→ **Your assignment**:
Would you print the records below from the first line through the line containing "filter:drop-shadow(0 0 2px", skipping the pictures?

→ **Collected data entries**:
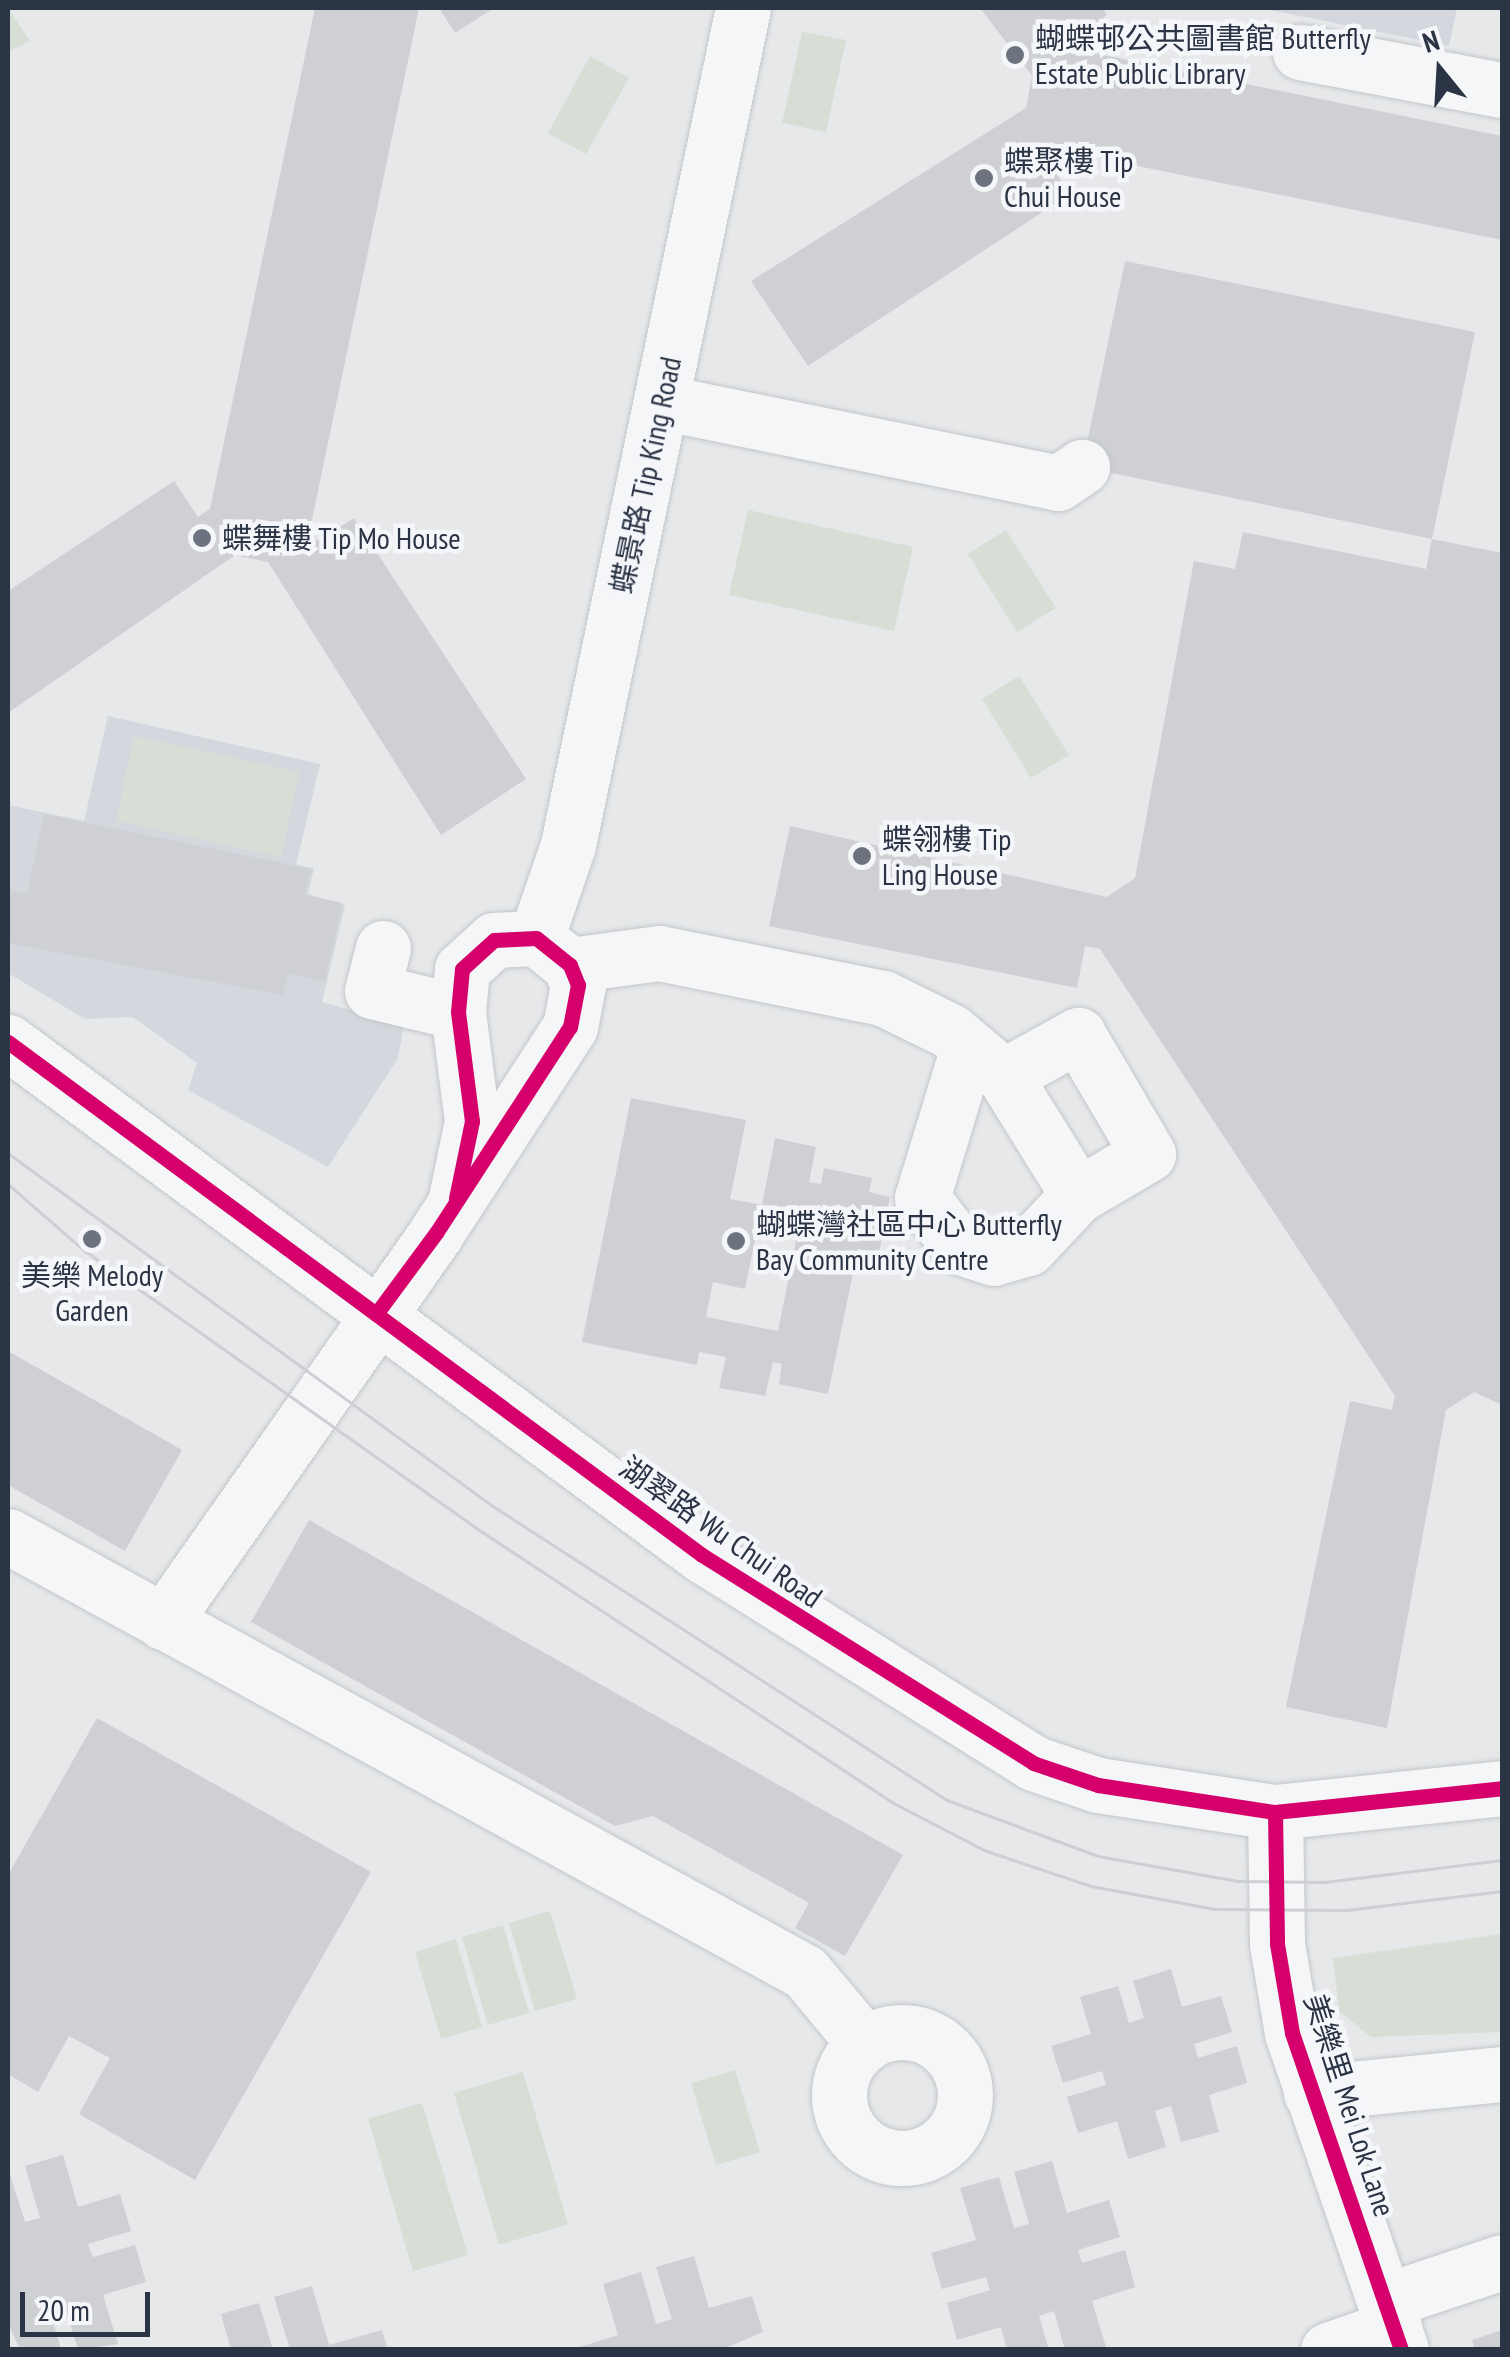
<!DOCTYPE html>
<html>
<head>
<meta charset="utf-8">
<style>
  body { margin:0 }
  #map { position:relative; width:1510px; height:2357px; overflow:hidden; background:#e6e8ea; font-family:"PT Sans Narrow","Noto Sans TC",sans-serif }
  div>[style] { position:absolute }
  .built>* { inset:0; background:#d4d7dd }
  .green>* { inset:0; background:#d6ded6 }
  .building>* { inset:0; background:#ced0d3 }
  .roads { filter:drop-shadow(0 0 2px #c4c6c8) drop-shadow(0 0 2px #c4c6c8) }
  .minor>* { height:55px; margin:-27.5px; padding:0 27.5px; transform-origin:27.5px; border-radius:27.5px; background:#f5f6f7 }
  .minor>.ring { margin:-27.5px; padding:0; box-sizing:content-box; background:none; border:55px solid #f5f6f7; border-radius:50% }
  .tram>* { height:2.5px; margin:-1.25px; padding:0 1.25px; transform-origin:1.25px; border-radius:1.25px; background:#cecfd2 }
  .cycleway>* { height:15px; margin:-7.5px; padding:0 7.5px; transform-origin:7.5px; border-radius:7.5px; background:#d6006c }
  .dots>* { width:28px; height:28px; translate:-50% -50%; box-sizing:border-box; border:5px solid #f4f6f9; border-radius:50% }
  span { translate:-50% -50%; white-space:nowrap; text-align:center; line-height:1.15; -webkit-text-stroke:9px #f4f6f9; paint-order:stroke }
  .poi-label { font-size:30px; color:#2b3445 }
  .left { translate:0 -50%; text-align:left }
  .street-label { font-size:30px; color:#2b3445 }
  .frame { position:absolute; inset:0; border:10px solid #2b3445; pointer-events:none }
  .north { position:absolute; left:1390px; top:20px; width:100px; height:100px; -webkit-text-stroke:8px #f4f6f9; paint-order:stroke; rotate:342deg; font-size:28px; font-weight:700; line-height:40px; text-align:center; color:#2b3445 }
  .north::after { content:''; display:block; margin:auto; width:35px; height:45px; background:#2b3445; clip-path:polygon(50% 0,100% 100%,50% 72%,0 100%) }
  .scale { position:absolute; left:20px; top:2292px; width:130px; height:45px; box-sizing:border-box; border:5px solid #2b3445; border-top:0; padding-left:12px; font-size:30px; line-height:35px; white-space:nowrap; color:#2b3445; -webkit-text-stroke:8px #f4f6f9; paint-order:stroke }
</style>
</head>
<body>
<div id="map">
  <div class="built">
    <div style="clip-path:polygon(1260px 8px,1457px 8px,1449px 46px)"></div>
    <div style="clip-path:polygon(108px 716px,320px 764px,296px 865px,314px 868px,308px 894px,345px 905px,322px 1002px,404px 1025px,398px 1058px,328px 1167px,188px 1090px,197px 1063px,133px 1017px,85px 1019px,8px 973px,8px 805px,84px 821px)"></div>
  </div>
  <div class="green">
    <div style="clip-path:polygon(8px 8px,30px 41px,8px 52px)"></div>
    <div style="clip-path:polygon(802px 32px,846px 40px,826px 132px,782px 123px)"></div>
    <div style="clip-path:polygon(590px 56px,629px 78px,586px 154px,548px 133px)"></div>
    <div style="clip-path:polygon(748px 510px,913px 547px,894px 631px,729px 595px)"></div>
    <div style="clip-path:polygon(1006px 530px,1056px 608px,1017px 632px,968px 554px)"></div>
    <div style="clip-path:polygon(1019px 676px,1069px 755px,1031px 778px,982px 699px)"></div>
    <div style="clip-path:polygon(134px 736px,299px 772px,281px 857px,116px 821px)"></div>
    <div style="clip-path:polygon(550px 1911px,577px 1999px,535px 2011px,509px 1923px)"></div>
    <div style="clip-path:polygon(503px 1925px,529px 2013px,488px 2025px,462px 1937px)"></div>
    <div style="clip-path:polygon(1502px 1934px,1502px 2032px,1371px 2037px,1339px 2011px,1333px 1958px)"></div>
    <div style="clip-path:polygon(456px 1939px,482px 2027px,441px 2039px,415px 1952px)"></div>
    <div style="clip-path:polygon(735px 2070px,760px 2152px,716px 2165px,691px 2083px)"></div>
    <div style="clip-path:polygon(523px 2072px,568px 2224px,499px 2245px,454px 2093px)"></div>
    <div style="clip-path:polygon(422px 2103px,468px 2255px,413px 2271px,368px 2119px)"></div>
  </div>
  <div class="building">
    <div style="clip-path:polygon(315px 8px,419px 8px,310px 529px,318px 541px,354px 518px,526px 779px,441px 835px,268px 562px,235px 555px,8px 713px,8px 591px,174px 481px,198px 517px,210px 509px)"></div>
    <div style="clip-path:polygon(439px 8px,494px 8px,455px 33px)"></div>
    <div style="clip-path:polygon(980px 8px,1103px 8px,1107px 15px,1071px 39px,1079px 50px,1502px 136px,1502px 240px,1059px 150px,1046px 158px,1070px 194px,808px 366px,751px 281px,1026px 108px,1032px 76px)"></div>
    <div style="clip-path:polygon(1125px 261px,1475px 332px,1432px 539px,1082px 467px)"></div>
    <div style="clip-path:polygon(1243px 532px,1426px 569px,1432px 539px,1502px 553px,1502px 1405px,1474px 1392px,1446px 1410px,1387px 1728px,1286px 1707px,1350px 1401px,1392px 1410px,1395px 1396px,1100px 949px,1085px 946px,1077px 988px,769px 926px,790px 826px,1107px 897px,1135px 878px,1194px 561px,1235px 569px)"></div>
    <div style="clip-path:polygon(44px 814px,311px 869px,305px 895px,342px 903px,325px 982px,288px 973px,283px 995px,8px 943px,8px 890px,27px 894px)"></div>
    <div style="clip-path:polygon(631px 1098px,746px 1120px,730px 1199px,762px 1205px,745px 1289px,713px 1282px,706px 1317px,778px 1331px,802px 1212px,762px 1205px,775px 1138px,816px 1147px,809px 1182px,821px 1184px,824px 1168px,872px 1178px,869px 1192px,890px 1197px,879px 1253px,858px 1249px,828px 1394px,779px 1384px,782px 1364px,773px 1362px,765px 1396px,719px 1388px,726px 1357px,699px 1352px,697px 1365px,582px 1342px)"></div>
    <div style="clip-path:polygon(8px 1351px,182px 1450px,125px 1551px,8px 1485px)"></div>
    <div style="clip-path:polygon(309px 1520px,903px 1855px,845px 1956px,795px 1928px,809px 1903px,653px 1816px,615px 1826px,251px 1622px)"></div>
    <div style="clip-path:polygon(97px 1718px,371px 1872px,195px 2180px,79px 2114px,110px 2058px,69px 2036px,38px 2092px,8px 2074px,8px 1875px)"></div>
    <div style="clip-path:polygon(1171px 1969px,1182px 2007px,1221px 1996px,1232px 2032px,1194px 2044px,1198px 2058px,1237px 2046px,1247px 2083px,1209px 2095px,1219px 2132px,1181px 2142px,1171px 2106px,1155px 2111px,1166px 2147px,1128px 2159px,1117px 2121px,1078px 2133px,1067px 2097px,1106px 2085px,1102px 2071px,1063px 2083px,1051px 2046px,1091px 2034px,1080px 1997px,1118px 1986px,1129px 2023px,1144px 2018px,1133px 1981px)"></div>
    <div style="clip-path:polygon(63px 2155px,78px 2207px,120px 2194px,131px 2231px,88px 2244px,93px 2257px,135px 2245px,146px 2282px,103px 2295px,118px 2344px,78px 2350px,65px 2306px,50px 2310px,61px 2350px,20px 2350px,8px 2323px,8px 2168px,25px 2222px,40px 2218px,25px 2166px)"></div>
    <div style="clip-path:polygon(1052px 2161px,1067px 2213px,1109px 2200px,1120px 2237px,1078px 2250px,1082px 2263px,1125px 2250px,1135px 2287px,1092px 2301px,1107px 2350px,1065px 2350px,1054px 2311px,1039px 2316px,1049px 2350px,1007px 2350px,1001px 2327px,957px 2340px,947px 2303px,990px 2290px,986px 2277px,942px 2289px,931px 2253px,976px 2240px,960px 2188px,999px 2177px,1014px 2228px,1029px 2224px,1014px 2172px)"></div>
    <div style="clip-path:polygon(694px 2256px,709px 2308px,752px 2296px,763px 2332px,721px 2350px,570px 2350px,618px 2335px,603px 2284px,641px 2272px,656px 2324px,672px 2319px,656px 2267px)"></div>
    <div style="clip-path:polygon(312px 2286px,329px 2345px,382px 2330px,388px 2350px,282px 2350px,289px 2346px,274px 2297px)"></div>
    <div style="clip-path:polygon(259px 2303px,273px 2350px,231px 2350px,221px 2314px)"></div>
    <div style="clip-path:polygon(1502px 2330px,1502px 2350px,1475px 2350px,1472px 2340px)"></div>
  </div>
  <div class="roads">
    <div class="minor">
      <div style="left:1300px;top:52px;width:206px;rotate:10.7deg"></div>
      <div style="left:661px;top:402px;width:405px;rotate:11.5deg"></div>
      <div style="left:1058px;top:483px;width:29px;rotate:-34deg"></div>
      <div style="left:536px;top:938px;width:98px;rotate:-71deg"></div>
      <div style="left:568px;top:845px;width:855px;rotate:-78.19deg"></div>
      <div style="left:383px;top:948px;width:44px;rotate:104.3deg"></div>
      <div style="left:372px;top:991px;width:89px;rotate:13.7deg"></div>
      <div style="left:570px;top:965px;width:90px;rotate:-7.7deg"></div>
      <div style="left:659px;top:953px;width:228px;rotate:11.4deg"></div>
      <div style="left:883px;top:998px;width:75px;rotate:26.2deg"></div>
      <div style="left:950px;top:1031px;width:70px;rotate:39.8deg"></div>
      <div style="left:1004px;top:1076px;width:140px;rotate:58.1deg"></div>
      <div style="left:1078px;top:1195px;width:73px;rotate:133.3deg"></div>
      <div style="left:1028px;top:1248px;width:35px;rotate:164deg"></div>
      <div style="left:994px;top:1258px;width:36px;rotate:-162deg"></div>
      <div style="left:960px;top:1247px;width:62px;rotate:-127.8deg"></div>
      <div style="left:922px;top:1198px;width:157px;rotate:-73deg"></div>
      <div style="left:8px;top:1042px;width:863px;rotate:36.47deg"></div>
      <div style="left:702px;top:1555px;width:391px;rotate:32.1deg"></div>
      <div style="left:1033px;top:1763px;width:69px;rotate:18.7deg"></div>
      <div style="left:1098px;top:1785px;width:179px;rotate:8.7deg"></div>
      <div style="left:1275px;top:1812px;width:228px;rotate:-6deg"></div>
      <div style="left:1004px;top:1076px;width:85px;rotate:-29deg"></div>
      <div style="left:1078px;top:1035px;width:138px;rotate:59.5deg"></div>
      <div style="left:1148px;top:1154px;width:81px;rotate:149.6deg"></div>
      <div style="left:8px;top:1536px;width:908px;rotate:28.68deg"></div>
      <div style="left:805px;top:1972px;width:94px;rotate:50.2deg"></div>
      <div style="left:163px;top:1622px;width:475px;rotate:-54.9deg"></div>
      <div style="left:436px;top:1233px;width:246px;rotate:-57deg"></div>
      <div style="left:570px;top:1027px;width:43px;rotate:-79.2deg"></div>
      <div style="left:578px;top:985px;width:22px;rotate:-112deg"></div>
      <div style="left:570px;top:965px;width:43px;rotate:-141.5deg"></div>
      <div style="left:536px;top:938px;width:42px;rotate:177.3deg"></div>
      <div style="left:494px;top:940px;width:43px;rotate:137.8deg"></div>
      <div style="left:462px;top:969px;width:43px;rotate:95.3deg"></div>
      <div style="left:458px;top:1012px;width:110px;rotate:82.7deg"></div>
      <div style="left:472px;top:1121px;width:79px;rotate:101.7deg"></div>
      <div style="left:1275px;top:1812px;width:132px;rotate:89.1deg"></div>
      <div style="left:1277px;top:1944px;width:90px;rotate:80.4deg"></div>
      <div style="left:1292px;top:2033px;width:335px;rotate:71deg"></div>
      <div class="ring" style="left:839px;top:2032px;width:71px;height:71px"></div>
      <div style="left:1311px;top:2093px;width:192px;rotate:-5.7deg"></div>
      <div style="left:1385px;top:2301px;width:123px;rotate:-18.4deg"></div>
      <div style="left:1328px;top:2350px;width:70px;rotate:-19.2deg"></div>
    </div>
  </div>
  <div class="tram">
    <div style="left:8px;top:1153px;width:600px;rotate:36.05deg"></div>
    <div style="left:493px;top:1506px;width:541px;rotate:32.93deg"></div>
    <div style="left:947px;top:1800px;width:161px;rotate:20.3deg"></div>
    <div style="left:1098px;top:1856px;width:143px;rotate:10.1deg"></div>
    <div style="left:1239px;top:1881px;width:86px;rotate:0.7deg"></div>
    <div style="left:1325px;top:1882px;width:178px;rotate:-7.1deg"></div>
    <div style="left:8px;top:1184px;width:101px;rotate:41deg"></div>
    <div style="left:84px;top:1250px;width:479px;rotate:35.3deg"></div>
    <div style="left:475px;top:1527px;width:497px;rotate:33.4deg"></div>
    <div style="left:890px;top:1801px;width:106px;rotate:27.5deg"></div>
    <div style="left:984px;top:1850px;width:113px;rotate:18.6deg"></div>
    <div style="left:1091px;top:1886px;width:126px;rotate:10.5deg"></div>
    <div style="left:1215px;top:1909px;width:132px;rotate:0.4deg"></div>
    <div style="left:1347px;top:1910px;width:156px;rotate:-7deg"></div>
  </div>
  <div class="cycleway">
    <div style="left:8px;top:1042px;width:863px;rotate:36.47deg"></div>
    <div style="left:702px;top:1555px;width:391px;rotate:32.1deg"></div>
    <div style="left:1033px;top:1763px;width:69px;rotate:18.7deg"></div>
    <div style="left:1098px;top:1785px;width:179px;rotate:8.7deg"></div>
    <div style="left:1275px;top:1812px;width:228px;rotate:-6deg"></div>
    <div style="left:376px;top:1314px;width:101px;rotate:-53.5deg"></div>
    <div style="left:436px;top:1233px;width:246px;rotate:-57deg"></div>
    <div style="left:570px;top:1027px;width:43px;rotate:-79.2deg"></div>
    <div style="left:578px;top:985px;width:22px;rotate:-112deg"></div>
    <div style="left:570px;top:965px;width:43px;rotate:-141.5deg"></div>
    <div style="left:536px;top:938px;width:42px;rotate:177.3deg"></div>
    <div style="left:494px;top:940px;width:43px;rotate:137.8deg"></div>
    <div style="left:462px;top:969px;width:43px;rotate:95.3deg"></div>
    <div style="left:458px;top:1012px;width:110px;rotate:82.7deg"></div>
    <div style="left:472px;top:1121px;width:79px;rotate:101.7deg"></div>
    <div style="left:1275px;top:1812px;width:132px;rotate:89.1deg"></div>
    <div style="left:1277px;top:1944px;width:90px;rotate:80.4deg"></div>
    <div style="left:1292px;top:2033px;width:335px;rotate:71deg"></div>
  </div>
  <div class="dots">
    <div style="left:1015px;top:55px;background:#6c737f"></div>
    <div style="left:984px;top:178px;background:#6c737f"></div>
    <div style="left:202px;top:538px;background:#6c737f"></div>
    <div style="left:862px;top:856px;background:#6c737f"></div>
    <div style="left:92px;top:1239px;background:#6c737f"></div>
    <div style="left:736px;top:1241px;background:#6c737f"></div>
  </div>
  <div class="poi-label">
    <span class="left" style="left:1035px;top:55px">蝴蝶邨公共圖書館 Butterfly<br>Estate Public Library</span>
    <span class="left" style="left:1004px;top:178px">蝶聚樓 Tip<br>Chui House</span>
    <span class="left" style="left:222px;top:538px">蝶舞樓 Tip Mo House</span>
    <span class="left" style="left:882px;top:856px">蝶翎樓 Tip<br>Ling House</span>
    <span class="left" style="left:756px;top:1241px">蝴蝶灣社區中心 Butterfly<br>Bay Community Centre</span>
    <span style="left:92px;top:1292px">美樂 Melody<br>Garden</span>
  </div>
  <div class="street-label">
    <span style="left:646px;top:475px;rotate:-78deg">蝶景路 Tip King Road</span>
    <span style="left:721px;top:1532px;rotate:35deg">湖翠路 Wu Chui Road</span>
    <span style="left:1350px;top:2105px;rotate:72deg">美樂里 Mei Lok Lane</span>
  </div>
  <div class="frame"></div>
  <div class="north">N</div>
  <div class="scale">20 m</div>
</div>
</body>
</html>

→ **Exercise result**:
<!DOCTYPE html>
<html>
<head>
<meta charset="utf-8">
<style>
  body { margin:0 }
  #map { position:relative; width:1510px; height:2357px; overflow:hidden; background:#e6e8ea; font-family:"PT Sans Narrow","Noto Sans TC",sans-serif }
  div>[style] { position:absolute }
  .built>* { inset:0; background:#d4d7dd }
  .green>* { inset:0; background:#d6ded6 }
  .building>* { inset:0; background:#ced0d3 }
  .roads { filter:drop-shadow(0 0 2px #c4c6c8) drop-shadow(0 0 2px #c4c6c8) }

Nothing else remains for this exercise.